İbn-i Sina’nın gayet zeki, Yahudi bir talebesi varmış. Geceli-gündüzlü dokuz sene okutmuş.

Bir gün İbn-i Sina hastalanmış. Gece yarısından sonra bu talebesini uyandırmış. Demiş ki:
— Yanıyorum. Bana şu karşıki çeşmeden bir bardak su getirsen iyi olacağım. Yahudi talebe:
— Aman efendim. Mevsim kış. Hava bozuk. Ben şimdi terliyim. Kalkıp oraya gidersem ben de hastalanırım. Sabredin, diyerek özür dilemiş.

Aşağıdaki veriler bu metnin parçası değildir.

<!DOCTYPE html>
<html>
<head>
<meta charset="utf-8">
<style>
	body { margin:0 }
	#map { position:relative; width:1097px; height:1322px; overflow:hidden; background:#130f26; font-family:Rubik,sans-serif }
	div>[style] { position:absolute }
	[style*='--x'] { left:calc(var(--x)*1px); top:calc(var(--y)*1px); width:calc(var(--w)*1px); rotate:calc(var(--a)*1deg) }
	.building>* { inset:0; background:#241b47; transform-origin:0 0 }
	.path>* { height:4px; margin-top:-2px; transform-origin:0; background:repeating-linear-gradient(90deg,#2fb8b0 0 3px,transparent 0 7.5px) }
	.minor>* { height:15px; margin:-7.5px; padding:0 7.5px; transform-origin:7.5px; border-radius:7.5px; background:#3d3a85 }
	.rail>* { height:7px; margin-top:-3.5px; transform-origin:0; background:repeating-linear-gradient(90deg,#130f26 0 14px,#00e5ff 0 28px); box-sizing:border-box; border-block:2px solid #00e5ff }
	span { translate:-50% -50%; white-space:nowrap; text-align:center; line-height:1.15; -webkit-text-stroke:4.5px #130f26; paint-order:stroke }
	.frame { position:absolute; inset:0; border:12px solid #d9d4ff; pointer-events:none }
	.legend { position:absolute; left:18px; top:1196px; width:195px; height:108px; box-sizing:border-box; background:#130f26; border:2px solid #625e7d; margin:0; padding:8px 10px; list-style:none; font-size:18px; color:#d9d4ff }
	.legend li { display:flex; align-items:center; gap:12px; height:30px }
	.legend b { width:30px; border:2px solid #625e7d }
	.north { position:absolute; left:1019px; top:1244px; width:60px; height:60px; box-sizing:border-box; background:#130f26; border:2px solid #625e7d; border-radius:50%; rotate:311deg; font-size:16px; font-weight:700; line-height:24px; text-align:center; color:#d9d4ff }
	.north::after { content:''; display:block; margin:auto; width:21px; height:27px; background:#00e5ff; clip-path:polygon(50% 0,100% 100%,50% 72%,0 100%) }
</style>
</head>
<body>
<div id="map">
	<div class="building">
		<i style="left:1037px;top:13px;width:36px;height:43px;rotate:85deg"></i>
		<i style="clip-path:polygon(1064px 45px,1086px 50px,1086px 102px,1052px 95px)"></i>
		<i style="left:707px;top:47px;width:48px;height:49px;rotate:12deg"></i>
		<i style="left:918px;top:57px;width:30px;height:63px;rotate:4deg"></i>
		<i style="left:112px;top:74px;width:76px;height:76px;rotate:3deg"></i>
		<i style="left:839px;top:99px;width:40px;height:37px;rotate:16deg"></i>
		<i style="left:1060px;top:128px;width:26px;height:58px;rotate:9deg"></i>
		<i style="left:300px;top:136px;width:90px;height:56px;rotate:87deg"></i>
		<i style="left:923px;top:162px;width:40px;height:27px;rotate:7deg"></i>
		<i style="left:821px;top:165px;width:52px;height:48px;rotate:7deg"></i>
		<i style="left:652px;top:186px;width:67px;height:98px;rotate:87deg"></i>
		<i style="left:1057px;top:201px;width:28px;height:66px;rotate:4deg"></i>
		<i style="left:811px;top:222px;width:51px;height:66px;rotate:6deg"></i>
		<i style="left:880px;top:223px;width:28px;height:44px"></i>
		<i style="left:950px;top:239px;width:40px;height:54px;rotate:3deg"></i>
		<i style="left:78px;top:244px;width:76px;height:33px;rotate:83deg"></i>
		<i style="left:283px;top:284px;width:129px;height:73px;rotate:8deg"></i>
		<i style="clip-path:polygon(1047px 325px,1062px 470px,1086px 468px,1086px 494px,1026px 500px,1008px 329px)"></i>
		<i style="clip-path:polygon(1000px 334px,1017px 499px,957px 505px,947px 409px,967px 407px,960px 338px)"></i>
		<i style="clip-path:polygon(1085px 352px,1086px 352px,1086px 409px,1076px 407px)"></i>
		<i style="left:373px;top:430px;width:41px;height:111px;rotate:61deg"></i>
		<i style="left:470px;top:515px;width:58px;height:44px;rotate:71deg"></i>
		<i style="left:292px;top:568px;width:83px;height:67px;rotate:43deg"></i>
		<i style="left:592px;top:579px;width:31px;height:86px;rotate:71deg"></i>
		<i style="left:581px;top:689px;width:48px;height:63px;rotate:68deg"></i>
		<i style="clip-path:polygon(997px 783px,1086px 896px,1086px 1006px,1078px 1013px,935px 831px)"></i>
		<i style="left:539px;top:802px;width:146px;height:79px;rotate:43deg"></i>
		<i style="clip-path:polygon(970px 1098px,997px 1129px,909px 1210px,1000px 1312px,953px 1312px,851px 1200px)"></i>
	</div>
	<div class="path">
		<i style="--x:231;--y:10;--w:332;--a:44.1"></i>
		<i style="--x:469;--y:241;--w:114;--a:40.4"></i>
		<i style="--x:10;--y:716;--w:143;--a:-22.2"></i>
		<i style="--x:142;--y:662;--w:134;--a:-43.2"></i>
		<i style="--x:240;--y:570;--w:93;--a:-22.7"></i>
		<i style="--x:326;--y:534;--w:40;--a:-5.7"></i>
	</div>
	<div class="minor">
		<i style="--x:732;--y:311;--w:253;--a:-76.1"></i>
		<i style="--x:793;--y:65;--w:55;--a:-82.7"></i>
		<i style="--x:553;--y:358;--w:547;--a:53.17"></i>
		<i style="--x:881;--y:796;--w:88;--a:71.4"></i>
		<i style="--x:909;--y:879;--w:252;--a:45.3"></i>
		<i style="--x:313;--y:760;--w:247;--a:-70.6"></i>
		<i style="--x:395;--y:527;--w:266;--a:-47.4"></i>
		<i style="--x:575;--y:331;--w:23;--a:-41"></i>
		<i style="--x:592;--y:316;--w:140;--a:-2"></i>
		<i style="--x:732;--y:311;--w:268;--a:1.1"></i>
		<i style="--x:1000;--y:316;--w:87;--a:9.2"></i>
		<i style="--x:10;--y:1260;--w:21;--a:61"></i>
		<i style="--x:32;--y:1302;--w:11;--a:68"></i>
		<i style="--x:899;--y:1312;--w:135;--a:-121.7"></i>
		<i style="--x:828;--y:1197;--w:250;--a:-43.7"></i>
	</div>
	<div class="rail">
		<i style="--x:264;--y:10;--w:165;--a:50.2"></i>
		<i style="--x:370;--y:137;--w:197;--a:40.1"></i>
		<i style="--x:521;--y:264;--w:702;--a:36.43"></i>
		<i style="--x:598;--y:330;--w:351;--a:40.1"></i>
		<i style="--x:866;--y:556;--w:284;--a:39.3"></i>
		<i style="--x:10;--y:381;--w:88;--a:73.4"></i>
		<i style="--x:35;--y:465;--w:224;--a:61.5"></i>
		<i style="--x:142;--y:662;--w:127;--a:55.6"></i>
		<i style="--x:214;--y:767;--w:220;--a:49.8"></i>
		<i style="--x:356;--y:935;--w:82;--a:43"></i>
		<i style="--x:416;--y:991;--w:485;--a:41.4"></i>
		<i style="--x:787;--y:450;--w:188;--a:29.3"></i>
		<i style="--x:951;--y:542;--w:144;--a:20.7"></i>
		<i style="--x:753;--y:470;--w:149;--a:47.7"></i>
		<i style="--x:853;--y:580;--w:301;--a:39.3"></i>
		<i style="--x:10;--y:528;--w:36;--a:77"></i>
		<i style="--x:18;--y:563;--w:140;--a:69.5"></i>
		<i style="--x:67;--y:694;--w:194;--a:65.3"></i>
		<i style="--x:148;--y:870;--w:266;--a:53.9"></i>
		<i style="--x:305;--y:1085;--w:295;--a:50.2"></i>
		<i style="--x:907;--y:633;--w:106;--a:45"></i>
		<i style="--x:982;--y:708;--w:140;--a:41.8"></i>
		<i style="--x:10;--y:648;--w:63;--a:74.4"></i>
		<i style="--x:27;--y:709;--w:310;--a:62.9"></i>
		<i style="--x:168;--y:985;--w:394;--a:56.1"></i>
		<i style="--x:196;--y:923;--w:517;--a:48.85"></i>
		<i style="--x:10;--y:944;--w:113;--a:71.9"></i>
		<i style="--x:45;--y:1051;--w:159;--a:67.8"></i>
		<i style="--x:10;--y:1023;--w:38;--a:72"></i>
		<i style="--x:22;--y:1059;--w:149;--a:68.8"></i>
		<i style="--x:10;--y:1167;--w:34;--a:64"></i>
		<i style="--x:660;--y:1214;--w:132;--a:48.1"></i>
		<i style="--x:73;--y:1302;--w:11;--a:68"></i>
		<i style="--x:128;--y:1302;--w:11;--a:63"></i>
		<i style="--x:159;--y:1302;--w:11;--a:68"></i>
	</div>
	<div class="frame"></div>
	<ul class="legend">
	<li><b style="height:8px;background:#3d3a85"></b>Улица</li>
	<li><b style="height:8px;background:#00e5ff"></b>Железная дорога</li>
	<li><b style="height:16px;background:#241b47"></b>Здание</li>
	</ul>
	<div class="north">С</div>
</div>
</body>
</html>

Az vakit sonra aynı şadırvanda birçok kimseler abdest almaya başlamışlar.
Ibn-i Sina öğrencisine:
— Kalk şu manzaraya bak! demiş.
Yahudi talebe bakmış.
— Ne olacak efendim? demiş.
İbn-i Sina bunun üzerine: Ne olacak…Sana ders verirken fikirlerime hayran olur, “Nübüvvet iddiasında bulunsanız kabul ettirirdiniz! diye konuşurdun.

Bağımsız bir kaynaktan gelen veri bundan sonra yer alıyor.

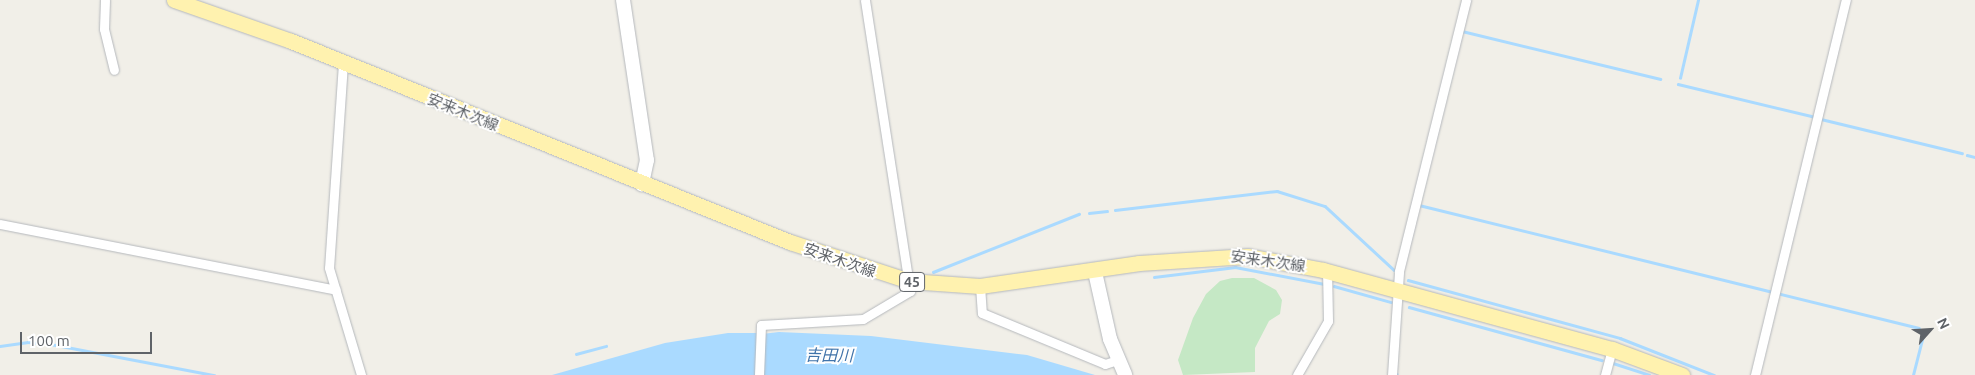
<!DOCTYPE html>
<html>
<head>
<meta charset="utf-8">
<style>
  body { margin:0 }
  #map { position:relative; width:1975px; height:375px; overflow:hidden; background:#f1efe8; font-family:Ubuntu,"Noto Sans JP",sans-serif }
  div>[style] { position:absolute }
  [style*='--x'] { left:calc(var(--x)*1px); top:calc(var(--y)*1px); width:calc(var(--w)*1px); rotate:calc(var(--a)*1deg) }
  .green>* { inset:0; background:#c5e8c5 }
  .water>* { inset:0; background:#aadaff }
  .stream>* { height:2.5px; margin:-1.25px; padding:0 1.25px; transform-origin:1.25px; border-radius:1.25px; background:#aadaff }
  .roads { filter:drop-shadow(0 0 1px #b5b8bc) drop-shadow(0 0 1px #b5b8bc) }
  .street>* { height:9px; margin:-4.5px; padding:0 4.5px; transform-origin:4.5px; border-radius:4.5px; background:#fff }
  .secondary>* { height:14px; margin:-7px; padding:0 7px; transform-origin:7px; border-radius:7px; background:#fff }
  .primary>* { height:15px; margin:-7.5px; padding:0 7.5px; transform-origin:7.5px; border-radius:7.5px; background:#fff2af }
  span { translate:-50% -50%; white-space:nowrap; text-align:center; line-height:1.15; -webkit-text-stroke:4px #fff; paint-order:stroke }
  .shield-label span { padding:1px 4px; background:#fff; border:1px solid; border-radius:4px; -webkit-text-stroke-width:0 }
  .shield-label { font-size:14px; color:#5f6368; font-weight:700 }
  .street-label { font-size:15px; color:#5f6368 }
  .water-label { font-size:16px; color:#4174aa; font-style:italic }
  .north { position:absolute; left:1905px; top:305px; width:50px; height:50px; -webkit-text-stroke:4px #fff; paint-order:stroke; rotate:64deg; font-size:14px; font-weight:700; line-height:20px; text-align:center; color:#5f6368 }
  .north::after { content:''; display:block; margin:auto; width:18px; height:22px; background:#5f6368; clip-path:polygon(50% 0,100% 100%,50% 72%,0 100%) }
  .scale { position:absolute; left:20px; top:332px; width:132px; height:22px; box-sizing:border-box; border:2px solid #5f6368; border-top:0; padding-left:6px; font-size:15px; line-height:18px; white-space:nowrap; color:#5f6368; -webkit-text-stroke:4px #fff; paint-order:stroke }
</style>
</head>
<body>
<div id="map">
  <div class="green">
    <i style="clip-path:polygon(1232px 278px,1254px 278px,1276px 290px,1282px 300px,1280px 314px,1269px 321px,1255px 348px,1255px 372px,1183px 375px,1178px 360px,1193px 318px,1206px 294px,1220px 281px)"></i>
  </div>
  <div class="water">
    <i style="clip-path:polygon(779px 332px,871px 336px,1027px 355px,1095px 375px,760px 375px,761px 334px)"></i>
    <i style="clip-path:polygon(728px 333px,758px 333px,758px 375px,552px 375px,665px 343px)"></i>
  </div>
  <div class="stream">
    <i style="--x:1462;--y:31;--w:204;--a:13.6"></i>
    <i style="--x:1680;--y:78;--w:80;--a:-77"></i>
    <i style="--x:1678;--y:84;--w:141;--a:13.5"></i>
    <i style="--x:1821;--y:119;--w:145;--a:13.6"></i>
    <i style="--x:1967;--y:155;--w:8;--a:14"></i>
    <i style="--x:1419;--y:205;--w:364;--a:13.8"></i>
    <i style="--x:1115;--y:210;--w:163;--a:-6.7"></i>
    <i style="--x:1277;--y:191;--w:50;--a:17.4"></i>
    <i style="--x:1325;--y:206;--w:94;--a:42.8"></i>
    <i style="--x:1089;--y:213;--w:18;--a:-6"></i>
    <i style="--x:933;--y:272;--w:157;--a:-21.7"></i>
    <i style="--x:1154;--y:277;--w:82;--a:-7"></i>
    <i style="--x:1235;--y:267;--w:92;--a:10.7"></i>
    <i style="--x:1408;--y:280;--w:220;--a:15.3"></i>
    <i style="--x:1620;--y:338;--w:101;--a:21.5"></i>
    <i style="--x:1334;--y:286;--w:59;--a:15.7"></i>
    <i style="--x:1777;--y:293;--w:146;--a:13.8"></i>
    <i style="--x:1409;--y:307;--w:200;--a:15.4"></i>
    <i style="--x:0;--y:346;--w:28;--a:-8"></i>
    <i style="--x:28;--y:342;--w:28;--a:6"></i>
    <i style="--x:56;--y:345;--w:161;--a:10.8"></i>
    <i style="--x:576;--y:354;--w:31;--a:-15"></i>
    <i style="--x:1613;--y:363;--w:38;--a:18"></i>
    <i style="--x:1397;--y:374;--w:1;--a:90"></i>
    <i style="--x:1913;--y:375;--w:44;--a:-75.7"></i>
  </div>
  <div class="roads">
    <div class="street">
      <i style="--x:105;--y:0;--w:29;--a:92"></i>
      <i style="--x:104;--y:29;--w:42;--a:76.3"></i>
      <i style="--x:343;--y:63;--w:205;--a:93.9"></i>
      <i style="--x:329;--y:268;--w:112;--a:73.3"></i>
      <i style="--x:0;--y:224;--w:342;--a:11.1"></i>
      <i style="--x:980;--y:286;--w:27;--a:86"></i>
      <i style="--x:982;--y:313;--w:133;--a:22.5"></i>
      <i style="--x:1105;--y:364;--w:13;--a:-18"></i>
      <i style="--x:759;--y:375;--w:50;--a:-87.7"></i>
      <i style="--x:761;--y:325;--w:102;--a:-3.4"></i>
      <i style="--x:863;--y:319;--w:55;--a:-30.8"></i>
      <i style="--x:910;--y:291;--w:294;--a:-98.8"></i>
      <i style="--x:1297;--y:375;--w:62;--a:-60.1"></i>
      <i style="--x:1328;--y:321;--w:50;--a:-91.1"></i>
      <i style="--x:1392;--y:375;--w:104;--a:-86.1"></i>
      <i style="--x:1399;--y:271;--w:279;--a:-76.1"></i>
      <i style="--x:1605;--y:375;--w:27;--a:-75"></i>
      <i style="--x:1755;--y:375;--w:386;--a:-76.4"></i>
    </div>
    <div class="secondary">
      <i style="--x:623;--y:0;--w:162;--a:81.5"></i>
      <i style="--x:647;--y:160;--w:25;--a:102"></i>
      <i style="--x:1095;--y:272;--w:69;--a:77.4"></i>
      <i style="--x:1110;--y:339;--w:39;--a:67"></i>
    </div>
    <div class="primary">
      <i style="--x:174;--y:0;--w:124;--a:19.3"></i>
      <i style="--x:291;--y:41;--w:538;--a:21.94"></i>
      <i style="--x:790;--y:242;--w:125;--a:18.1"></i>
      <i style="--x:909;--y:281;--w:71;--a:4"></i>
      <i style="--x:980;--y:286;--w:161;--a:-8.2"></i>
      <i style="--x:1139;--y:263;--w:109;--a:-3.7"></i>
      <i style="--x:1248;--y:256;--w:76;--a:10.6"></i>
      <i style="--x:1323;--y:270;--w:300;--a:15.3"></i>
      <i style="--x:1612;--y:349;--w:75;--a:20.4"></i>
    </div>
  </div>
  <div class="shield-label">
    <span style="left:912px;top:282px">45</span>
  </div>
  <div class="street-label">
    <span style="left:463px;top:112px;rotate:22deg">安来木次線</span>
    <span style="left:840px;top:260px;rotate:19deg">安来木次線</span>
    <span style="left:1268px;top:261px;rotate:8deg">安来木次線</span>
  </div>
  <div class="water-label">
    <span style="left:829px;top:355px;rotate:1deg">吉田川</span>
  </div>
  <div class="north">N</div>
  <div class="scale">100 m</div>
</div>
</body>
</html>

Şimdi bir düşün! Senelerden beri seni okuttum. Üzerinde bu Kadar hakkım var, Fakat sana karşı çeşmeden bir bardak su getirtemedim. Mazeretin makuldü. Fakat aşk olacaktı ki onu tepesin.
Şimdi şu hale bak!

Asırlar geçmiş. Yüzünü görmedikleri, sesini işitmedikleri bir Zâtın haberine gönül vermişler. Sıcak yataklarından kalkmışlar. Buz gibi su ile abdest alıyorlar. Şimdi bunlara bu işi seve seve yaptıran kuvvetin adına ne denir bilir misin?..
“AŞK”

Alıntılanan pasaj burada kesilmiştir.